For each record below, write an exact copy.

*** Supplied data ***

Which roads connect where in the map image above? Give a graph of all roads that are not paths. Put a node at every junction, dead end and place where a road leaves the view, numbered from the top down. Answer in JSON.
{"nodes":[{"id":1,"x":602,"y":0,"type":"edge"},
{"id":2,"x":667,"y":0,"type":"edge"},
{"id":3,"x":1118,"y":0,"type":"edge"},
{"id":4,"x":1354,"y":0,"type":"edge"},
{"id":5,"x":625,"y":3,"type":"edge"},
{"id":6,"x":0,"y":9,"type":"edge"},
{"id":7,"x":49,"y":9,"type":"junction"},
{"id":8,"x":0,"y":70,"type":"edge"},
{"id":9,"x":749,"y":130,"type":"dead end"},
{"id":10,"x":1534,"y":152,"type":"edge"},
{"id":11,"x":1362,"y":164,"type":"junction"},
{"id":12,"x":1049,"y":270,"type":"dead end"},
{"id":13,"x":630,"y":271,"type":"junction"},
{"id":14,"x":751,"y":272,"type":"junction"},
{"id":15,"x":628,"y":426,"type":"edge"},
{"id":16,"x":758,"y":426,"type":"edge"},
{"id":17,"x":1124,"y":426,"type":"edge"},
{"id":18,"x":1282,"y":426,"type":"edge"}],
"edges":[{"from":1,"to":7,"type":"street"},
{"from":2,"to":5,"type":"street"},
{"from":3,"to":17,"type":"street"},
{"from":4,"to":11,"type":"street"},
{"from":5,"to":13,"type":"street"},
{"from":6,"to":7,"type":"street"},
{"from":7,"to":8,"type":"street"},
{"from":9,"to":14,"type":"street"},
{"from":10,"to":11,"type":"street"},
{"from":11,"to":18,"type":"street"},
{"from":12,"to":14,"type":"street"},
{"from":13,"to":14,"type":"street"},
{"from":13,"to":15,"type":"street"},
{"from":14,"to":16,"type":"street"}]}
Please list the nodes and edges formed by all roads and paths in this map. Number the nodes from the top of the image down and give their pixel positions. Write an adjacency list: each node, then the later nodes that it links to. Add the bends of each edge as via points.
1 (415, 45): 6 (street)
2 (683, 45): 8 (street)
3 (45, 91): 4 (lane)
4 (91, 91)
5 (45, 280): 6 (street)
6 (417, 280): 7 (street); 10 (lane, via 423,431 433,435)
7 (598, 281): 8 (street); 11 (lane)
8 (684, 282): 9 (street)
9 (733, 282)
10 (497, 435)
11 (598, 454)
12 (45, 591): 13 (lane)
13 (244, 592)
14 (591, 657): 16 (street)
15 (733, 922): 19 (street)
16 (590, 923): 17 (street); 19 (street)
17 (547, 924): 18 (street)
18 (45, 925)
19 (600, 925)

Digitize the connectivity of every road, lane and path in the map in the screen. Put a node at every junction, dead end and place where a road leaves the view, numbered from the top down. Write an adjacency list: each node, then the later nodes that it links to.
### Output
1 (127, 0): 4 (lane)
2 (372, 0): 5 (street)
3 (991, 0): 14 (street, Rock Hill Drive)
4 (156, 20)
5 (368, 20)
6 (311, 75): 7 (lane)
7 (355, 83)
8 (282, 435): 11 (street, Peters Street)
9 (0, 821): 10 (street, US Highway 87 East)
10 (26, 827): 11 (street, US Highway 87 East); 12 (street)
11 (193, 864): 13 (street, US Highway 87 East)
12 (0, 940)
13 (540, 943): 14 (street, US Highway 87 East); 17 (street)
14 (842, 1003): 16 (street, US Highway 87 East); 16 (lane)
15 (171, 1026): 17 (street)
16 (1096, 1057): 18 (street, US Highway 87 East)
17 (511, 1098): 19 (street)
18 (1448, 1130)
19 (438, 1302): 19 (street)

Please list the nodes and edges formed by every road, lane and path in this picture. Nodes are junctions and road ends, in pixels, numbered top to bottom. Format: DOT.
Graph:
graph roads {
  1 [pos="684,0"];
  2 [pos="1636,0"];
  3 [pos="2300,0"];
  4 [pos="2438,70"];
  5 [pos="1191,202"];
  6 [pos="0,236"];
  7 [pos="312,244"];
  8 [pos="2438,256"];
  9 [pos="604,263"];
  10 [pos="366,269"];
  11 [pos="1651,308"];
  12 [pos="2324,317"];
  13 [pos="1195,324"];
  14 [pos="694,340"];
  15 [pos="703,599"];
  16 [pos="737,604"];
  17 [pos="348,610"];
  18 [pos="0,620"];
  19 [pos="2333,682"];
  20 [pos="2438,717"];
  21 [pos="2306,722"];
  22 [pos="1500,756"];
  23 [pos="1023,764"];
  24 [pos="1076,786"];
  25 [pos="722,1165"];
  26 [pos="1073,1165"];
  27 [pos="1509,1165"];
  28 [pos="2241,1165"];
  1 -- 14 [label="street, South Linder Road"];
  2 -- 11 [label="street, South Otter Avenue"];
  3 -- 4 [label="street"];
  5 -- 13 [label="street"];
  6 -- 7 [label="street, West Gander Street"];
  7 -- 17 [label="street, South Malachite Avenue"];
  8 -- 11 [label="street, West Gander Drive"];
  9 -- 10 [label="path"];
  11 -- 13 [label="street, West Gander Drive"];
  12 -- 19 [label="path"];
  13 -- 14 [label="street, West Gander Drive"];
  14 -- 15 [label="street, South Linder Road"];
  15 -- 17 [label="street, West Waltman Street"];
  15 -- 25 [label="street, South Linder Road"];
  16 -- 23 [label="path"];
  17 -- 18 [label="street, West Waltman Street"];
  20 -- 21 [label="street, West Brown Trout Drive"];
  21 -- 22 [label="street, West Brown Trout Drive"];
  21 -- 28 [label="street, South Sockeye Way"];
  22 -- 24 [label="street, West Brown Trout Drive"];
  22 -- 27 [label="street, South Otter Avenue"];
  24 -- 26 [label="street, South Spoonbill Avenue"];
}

*** End of Supplied data ***

## Output
Which roads connect where in the map image above? Give a graph of all roads that are not paths. Put a node at every junction, dead end and place where a road leaves the view, numbered from the top down. Answer in JSON.
{"nodes":[{"id":1,"x":602,"y":0,"type":"edge"},
{"id":2,"x":667,"y":0,"type":"edge"},
{"id":3,"x":1118,"y":0,"type":"edge"},
{"id":4,"x":1354,"y":0,"type":"edge"},
{"id":5,"x":625,"y":3,"type":"edge"},
{"id":6,"x":0,"y":9,"type":"edge"},
{"id":7,"x":49,"y":9,"type":"junction"},
{"id":8,"x":0,"y":70,"type":"edge"},
{"id":9,"x":749,"y":130,"type":"dead end"},
{"id":10,"x":1534,"y":152,"type":"edge"},
{"id":11,"x":1362,"y":164,"type":"junction"},
{"id":12,"x":1049,"y":270,"type":"dead end"},
{"id":13,"x":630,"y":271,"type":"junction"},
{"id":14,"x":751,"y":272,"type":"junction"},
{"id":15,"x":628,"y":426,"type":"edge"},
{"id":16,"x":758,"y":426,"type":"edge"},
{"id":17,"x":1124,"y":426,"type":"edge"},
{"id":18,"x":1282,"y":426,"type":"edge"}],
"edges":[{"from":1,"to":7,"type":"street"},
{"from":2,"to":5,"type":"street"},
{"from":3,"to":17,"type":"street"},
{"from":4,"to":11,"type":"street"},
{"from":5,"to":13,"type":"street"},
{"from":6,"to":7,"type":"street"},
{"from":7,"to":8,"type":"street"},
{"from":9,"to":14,"type":"street"},
{"from":10,"to":11,"type":"street"},
{"from":11,"to":18,"type":"street"},
{"from":12,"to":14,"type":"street"},
{"from":13,"to":14,"type":"street"},
{"from":13,"to":15,"type":"street"},
{"from":14,"to":16,"type":"street"}]}
Please list the nodes and edges formed by all roads and paths in this map. Number the nodes from the top of the image down and give their pixel positions. Write an adjacency list: each node, then the later nodes that it links to. Add the bends of each edge as via points.
1 (415, 45): 6 (street)
2 (683, 45): 8 (street)
3 (45, 91): 4 (lane)
4 (91, 91)
5 (45, 280): 6 (street)
6 (417, 280): 7 (street); 10 (lane, via 423,431 433,435)
7 (598, 281): 8 (street); 11 (lane)
8 (684, 282): 9 (street)
9 (733, 282)
10 (497, 435)
11 (598, 454)
12 (45, 591): 13 (lane)
13 (244, 592)
14 (591, 657): 16 (street)
15 (733, 922): 19 (street)
16 (590, 923): 17 (street); 19 (street)
17 (547, 924): 18 (street)
18 (45, 925)
19 (600, 925)

Digitize the connectivity of every road, lane and path in the map in the screen. Put a node at every junction, dead end and place where a road leaves the view, numbered from the top down. Write an adjacency list: each node, then the later nodes that it links to.
### Output
1 (127, 0): 4 (lane)
2 (372, 0): 5 (street)
3 (991, 0): 14 (street, Rock Hill Drive)
4 (156, 20)
5 (368, 20)
6 (311, 75): 7 (lane)
7 (355, 83)
8 (282, 435): 11 (street, Peters Street)
9 (0, 821): 10 (street, US Highway 87 East)
10 (26, 827): 11 (street, US Highway 87 East); 12 (street)
11 (193, 864): 13 (street, US Highway 87 East)
12 (0, 940)
13 (540, 943): 14 (street, US Highway 87 East); 17 (street)
14 (842, 1003): 16 (street, US Highway 87 East); 16 (lane)
15 (171, 1026): 17 (street)
16 (1096, 1057): 18 (street, US Highway 87 East)
17 (511, 1098): 19 (street)
18 (1448, 1130)
19 (438, 1302): 19 (street)

Please list the nodes and edges formed by every road, lane and path in this picture. Nodes are junctions and road ends, in pixels, numbered top to bottom. Format: DOT.
Graph:
graph roads {
  1 [pos="684,0"];
  2 [pos="1636,0"];
  3 [pos="2300,0"];
  4 [pos="2438,70"];
  5 [pos="1191,202"];
  6 [pos="0,236"];
  7 [pos="312,244"];
  8 [pos="2438,256"];
  9 [pos="604,263"];
  10 [pos="366,269"];
  11 [pos="1651,308"];
  12 [pos="2324,317"];
  13 [pos="1195,324"];
  14 [pos="694,340"];
  15 [pos="703,599"];
  16 [pos="737,604"];
  17 [pos="348,610"];
  18 [pos="0,620"];
  19 [pos="2333,682"];
  20 [pos="2438,717"];
  21 [pos="2306,722"];
  22 [pos="1500,756"];
  23 [pos="1023,764"];
  24 [pos="1076,786"];
  25 [pos="722,1165"];
  26 [pos="1073,1165"];
  27 [pos="1509,1165"];
  28 [pos="2241,1165"];
  1 -- 14 [label="street, South Linder Road"];
  2 -- 11 [label="street, South Otter Avenue"];
  3 -- 4 [label="street"];
  5 -- 13 [label="street"];
  6 -- 7 [label="street, West Gander Street"];
  7 -- 17 [label="street, South Malachite Avenue"];
  8 -- 11 [label="street, West Gander Drive"];
  9 -- 10 [label="path"];
  11 -- 13 [label="street, West Gander Drive"];
  12 -- 19 [label="path"];
  13 -- 14 [label="street, West Gander Drive"];
  14 -- 15 [label="street, South Linder Road"];
  15 -- 17 [label="street, West Waltman Street"];
  15 -- 25 [label="street, South Linder Road"];
  16 -- 23 [label="path"];
  17 -- 18 [label="street, West Waltman Street"];
  20 -- 21 [label="street, West Brown Trout Drive"];
  21 -- 22 [label="street, West Brown Trout Drive"];
  21 -- 28 [label="street, South Sockeye Way"];
  22 -- 24 [label="street, West Brown Trout Drive"];
  22 -- 27 [label="street, South Otter Avenue"];
  24 -- 26 [label="street, South Spoonbill Avenue"];
}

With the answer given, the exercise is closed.